Below is a block of records; repeat all of them exactly.
----------
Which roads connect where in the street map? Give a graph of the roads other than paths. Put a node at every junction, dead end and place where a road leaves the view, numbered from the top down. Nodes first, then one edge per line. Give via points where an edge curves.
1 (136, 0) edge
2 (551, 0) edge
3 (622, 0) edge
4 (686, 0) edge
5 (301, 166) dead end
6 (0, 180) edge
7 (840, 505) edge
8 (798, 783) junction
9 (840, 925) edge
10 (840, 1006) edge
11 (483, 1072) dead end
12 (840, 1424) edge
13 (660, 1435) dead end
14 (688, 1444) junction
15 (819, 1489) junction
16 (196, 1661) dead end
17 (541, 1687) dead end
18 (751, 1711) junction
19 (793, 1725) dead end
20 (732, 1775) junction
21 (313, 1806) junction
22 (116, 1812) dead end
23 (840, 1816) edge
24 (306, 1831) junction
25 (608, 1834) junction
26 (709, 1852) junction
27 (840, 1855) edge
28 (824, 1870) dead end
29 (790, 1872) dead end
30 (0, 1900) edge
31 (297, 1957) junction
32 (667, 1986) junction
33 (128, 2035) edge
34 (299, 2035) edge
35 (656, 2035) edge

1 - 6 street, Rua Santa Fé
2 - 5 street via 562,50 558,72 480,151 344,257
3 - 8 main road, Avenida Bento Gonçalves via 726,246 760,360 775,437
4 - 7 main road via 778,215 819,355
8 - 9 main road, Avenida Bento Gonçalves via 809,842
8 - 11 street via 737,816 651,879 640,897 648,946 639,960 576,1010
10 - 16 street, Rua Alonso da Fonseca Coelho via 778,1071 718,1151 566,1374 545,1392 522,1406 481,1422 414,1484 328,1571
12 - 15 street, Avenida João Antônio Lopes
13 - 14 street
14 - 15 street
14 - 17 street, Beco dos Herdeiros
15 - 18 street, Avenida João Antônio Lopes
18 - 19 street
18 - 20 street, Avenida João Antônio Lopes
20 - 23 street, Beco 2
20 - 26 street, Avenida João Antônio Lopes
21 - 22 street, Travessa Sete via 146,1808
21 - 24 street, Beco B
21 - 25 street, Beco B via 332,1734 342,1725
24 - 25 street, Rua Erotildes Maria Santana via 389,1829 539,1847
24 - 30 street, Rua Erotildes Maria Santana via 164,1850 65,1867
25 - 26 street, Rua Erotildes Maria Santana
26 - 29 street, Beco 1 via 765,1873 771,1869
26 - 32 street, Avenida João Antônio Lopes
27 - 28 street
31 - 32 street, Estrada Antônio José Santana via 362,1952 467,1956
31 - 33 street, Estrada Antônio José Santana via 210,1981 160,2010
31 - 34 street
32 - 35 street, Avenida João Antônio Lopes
----------
** Response to this exercise **
Which roads connect where in the street map? Give a graph of the roads other than paths. Put a node at every junction, dead end and place where a road leaves the view, numbered from the top down. Nodes first, then one edge per line. Give via points where an edge curves.
1 (136, 0) edge
2 (551, 0) edge
3 (622, 0) edge
4 (686, 0) edge
5 (301, 166) dead end
6 (0, 180) edge
7 (840, 505) edge
8 (798, 783) junction
9 (840, 925) edge
10 (840, 1006) edge
11 (483, 1072) dead end
12 (840, 1424) edge
13 (660, 1435) dead end
14 (688, 1444) junction
15 (819, 1489) junction
16 (196, 1661) dead end
17 (541, 1687) dead end
18 (751, 1711) junction
19 (793, 1725) dead end
20 (732, 1775) junction
21 (313, 1806) junction
22 (116, 1812) dead end
23 (840, 1816) edge
24 (306, 1831) junction
25 (608, 1834) junction
26 (709, 1852) junction
27 (840, 1855) edge
28 (824, 1870) dead end
29 (790, 1872) dead end
30 (0, 1900) edge
31 (297, 1957) junction
32 (667, 1986) junction
33 (128, 2035) edge
34 (299, 2035) edge
35 (656, 2035) edge

1 - 6 street, Rua Santa Fé
2 - 5 street via 562,50 558,72 480,151 344,257
3 - 8 main road, Avenida Bento Gonçalves via 726,246 760,360 775,437
4 - 7 main road via 778,215 819,355
8 - 9 main road, Avenida Bento Gonçalves via 809,842
8 - 11 street via 737,816 651,879 640,897 648,946 639,960 576,1010
10 - 16 street, Rua Alonso da Fonseca Coelho via 778,1071 718,1151 566,1374 545,1392 522,1406 481,1422 414,1484 328,1571
12 - 15 street, Avenida João Antônio Lopes
13 - 14 street
14 - 15 street
14 - 17 street, Beco dos Herdeiros
15 - 18 street, Avenida João Antônio Lopes
18 - 19 street
18 - 20 street, Avenida João Antônio Lopes
20 - 23 street, Beco 2
20 - 26 street, Avenida João Antônio Lopes
21 - 22 street, Travessa Sete via 146,1808
21 - 24 street, Beco B
21 - 25 street, Beco B via 332,1734 342,1725
24 - 25 street, Rua Erotildes Maria Santana via 389,1829 539,1847
24 - 30 street, Rua Erotildes Maria Santana via 164,1850 65,1867
25 - 26 street, Rua Erotildes Maria Santana
26 - 29 street, Beco 1 via 765,1873 771,1869
26 - 32 street, Avenida João Antônio Lopes
27 - 28 street
31 - 32 street, Estrada Antônio José Santana via 362,1952 467,1956
31 - 33 street, Estrada Antônio José Santana via 210,1981 160,2010
31 - 34 street
32 - 35 street, Avenida João Antônio Lopes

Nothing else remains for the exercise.